Bank of America earnings surge as legal woes ease
Bank of America has reported a profit of $2.5bn (£1.6bn) in the July-September period, compared to $340m a year earlier.
However, the earnings still missed analyst expectations, as US mortgage sales declined.
But the bank, once mired in legal woes relating to its behaviour during the financial crises, has seen its litigation costs fall.
It reported legal expenses of $1.1bn, down from $1.6bn last year.
Chief executive Brian Moynihan has worked hard to trim the bank's size and mitigate its litigation costs, most of which stem from Bank of America's 2008 acquisition of troubled lender Countrywide Financial Services. The acquisition has cost the bank nearly $50bn.
To get back to profitability, the bank has cut costs and jobs since a change in management in 2010.
While this has certainly helped to increase profit, the bank has still been hurt by a sluggish US economy, decreased trading profits, and a decline in the number of homes refinancing.

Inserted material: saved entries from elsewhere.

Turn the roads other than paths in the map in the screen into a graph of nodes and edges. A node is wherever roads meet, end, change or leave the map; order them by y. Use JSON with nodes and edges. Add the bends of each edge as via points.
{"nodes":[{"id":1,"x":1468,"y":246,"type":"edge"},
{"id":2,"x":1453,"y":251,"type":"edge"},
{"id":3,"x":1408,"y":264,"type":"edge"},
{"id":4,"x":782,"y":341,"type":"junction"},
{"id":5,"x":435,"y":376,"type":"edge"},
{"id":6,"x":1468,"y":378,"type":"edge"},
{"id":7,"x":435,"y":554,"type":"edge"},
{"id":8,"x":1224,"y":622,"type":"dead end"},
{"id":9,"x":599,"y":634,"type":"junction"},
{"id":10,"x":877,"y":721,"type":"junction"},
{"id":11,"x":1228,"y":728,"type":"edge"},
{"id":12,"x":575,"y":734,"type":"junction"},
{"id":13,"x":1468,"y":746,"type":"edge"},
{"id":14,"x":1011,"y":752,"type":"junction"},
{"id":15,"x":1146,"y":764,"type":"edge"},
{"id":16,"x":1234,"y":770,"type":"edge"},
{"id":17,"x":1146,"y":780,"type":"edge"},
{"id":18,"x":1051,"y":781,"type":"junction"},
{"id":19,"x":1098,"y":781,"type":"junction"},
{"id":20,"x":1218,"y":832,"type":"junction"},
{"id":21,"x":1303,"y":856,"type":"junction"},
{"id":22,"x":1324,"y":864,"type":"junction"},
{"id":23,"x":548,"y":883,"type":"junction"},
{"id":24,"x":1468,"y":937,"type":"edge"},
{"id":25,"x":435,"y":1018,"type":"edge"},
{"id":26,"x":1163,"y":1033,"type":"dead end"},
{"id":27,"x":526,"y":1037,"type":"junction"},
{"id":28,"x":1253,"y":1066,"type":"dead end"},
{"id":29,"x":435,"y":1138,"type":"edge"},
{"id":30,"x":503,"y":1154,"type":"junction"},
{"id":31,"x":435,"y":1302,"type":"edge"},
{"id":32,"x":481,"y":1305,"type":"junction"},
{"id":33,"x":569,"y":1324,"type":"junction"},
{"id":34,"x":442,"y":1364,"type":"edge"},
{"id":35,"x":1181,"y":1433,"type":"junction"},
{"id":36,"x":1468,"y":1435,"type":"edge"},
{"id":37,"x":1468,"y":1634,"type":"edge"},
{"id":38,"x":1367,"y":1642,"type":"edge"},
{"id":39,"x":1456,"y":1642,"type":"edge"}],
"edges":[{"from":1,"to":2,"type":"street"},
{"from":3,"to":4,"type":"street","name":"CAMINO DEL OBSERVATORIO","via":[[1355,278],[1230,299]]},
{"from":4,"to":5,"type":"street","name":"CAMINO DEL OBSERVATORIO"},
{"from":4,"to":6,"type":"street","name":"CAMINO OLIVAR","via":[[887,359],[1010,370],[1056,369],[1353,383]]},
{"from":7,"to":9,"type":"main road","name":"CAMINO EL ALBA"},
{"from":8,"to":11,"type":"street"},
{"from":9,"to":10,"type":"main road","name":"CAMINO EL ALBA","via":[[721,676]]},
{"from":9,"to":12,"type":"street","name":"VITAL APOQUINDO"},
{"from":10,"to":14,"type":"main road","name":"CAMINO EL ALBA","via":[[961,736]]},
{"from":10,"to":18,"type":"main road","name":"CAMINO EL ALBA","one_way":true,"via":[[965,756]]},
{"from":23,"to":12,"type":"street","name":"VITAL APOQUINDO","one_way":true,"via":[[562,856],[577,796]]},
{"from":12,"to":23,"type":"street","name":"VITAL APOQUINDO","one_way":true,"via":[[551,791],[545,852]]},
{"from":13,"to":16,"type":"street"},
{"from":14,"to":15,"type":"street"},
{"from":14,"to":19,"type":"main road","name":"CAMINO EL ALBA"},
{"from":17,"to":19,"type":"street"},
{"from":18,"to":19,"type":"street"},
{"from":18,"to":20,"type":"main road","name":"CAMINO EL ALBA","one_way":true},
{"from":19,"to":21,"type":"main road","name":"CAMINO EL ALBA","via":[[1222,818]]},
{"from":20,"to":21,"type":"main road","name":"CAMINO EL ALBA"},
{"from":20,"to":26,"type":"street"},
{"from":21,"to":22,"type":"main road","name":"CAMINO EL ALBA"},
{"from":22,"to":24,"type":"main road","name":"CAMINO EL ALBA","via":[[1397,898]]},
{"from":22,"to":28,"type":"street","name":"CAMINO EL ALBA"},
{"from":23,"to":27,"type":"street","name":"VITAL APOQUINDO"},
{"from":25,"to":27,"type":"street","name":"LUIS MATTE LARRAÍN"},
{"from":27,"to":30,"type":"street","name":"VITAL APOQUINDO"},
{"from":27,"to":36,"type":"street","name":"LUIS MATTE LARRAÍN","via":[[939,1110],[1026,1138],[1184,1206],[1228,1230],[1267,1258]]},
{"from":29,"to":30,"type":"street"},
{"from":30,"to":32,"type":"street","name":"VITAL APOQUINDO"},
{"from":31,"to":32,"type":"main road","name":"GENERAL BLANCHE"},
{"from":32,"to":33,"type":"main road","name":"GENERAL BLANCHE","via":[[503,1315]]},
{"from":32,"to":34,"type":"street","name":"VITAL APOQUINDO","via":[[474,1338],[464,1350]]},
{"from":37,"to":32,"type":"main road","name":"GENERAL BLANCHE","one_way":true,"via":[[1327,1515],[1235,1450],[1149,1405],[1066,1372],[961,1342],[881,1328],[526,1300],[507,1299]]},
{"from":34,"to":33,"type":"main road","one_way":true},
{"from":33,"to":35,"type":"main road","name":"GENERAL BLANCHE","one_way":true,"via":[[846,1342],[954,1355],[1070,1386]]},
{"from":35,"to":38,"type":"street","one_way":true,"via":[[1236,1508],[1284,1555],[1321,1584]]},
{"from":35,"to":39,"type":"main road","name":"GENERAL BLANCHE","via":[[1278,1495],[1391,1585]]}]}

However, indications that the US Federal Reserve will continue its extraordinary efforts to prop up the US economy and keep interest rates low may help the bank in the coming quarters.
In a statement, Mr Moynihan said: "The economy and business climate will improve even more quickly as conditions normalise and we are well positioned to benefit from that."
Bank of America's shares rose on the news.